Figure 3. Emerging POC technologies for SCD monitoring.

(A) An endothelialized microfluidic platform to model microvascular occlusion in vitro²⁴⁷. Brightfield microscopy shows the immobilized endothelial cells 48 hours after the cells are seeded in the microfluidic device. The cultured cells round up the rectangular cross-section mimicking in vivo blood vessel geometry and size scale. Immobilized endothelial cells round up the rectangular cross-section mimicking in vivo blood vessel geometry and size scale. The endothelialized microfluidic platform can recapitulate altered blood flow and occlusive events in physiologically relevant flow conditions. The influence of hydroxyurea treatment of sickle cell patients on cell adhesion and subsequent microvascular occlusion is also observed using fluorescent microscopy. Reproduced with permission from [247] (B) A microfluidic platform to probe blood rheology of SCD patient blood samples in physiologically relevant flow and oxygen tension conditions²⁴³. Blood flow conductance can be measured in microfluidic channels at the bottom layer, whereas the channel at the top layer are filled with N₂ to deoxygenate the blood through gas diffusion across the separating PDMS membrane.

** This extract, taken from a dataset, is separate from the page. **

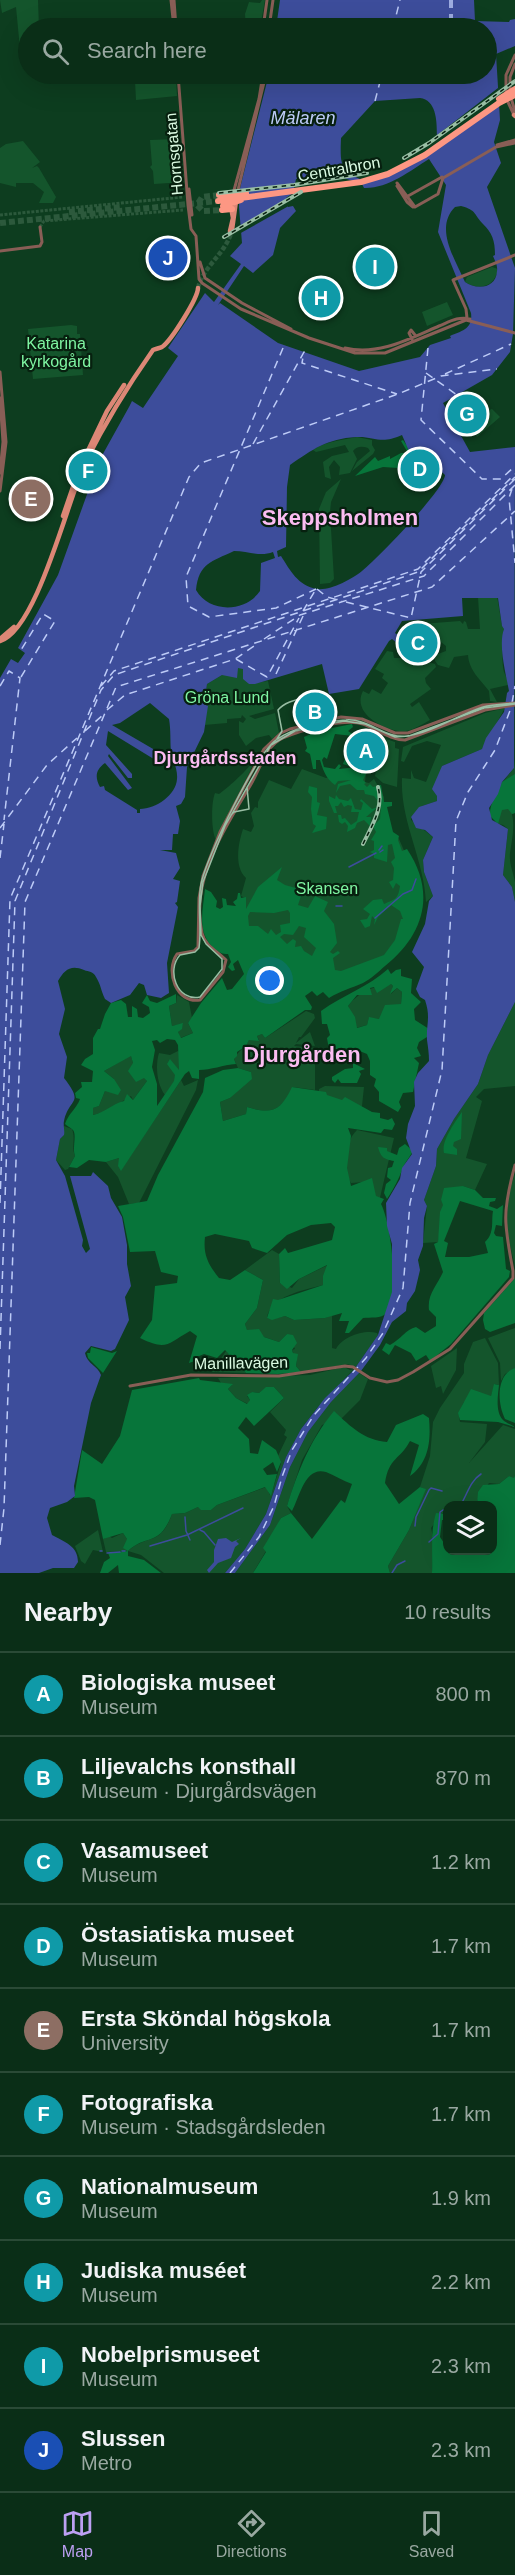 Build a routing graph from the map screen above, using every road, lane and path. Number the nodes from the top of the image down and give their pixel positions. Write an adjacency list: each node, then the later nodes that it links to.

Reproduced with permission from [243] (C) SCD Biochip as a functional RBC adhesion assay to monitor SCD³⁴. Adhesion of RBCs to endothelium and sub-endothelium associated proteins in physiologically relevant size scale and flow conditions are analyzed and associated with clinical course of SCD patients. SCD Biochip provides rapid, fully enclosed, standardized, and pre-processing-free analysis of RBC adhesion in whole SCD patient blood samples, enabling longitudinal studies.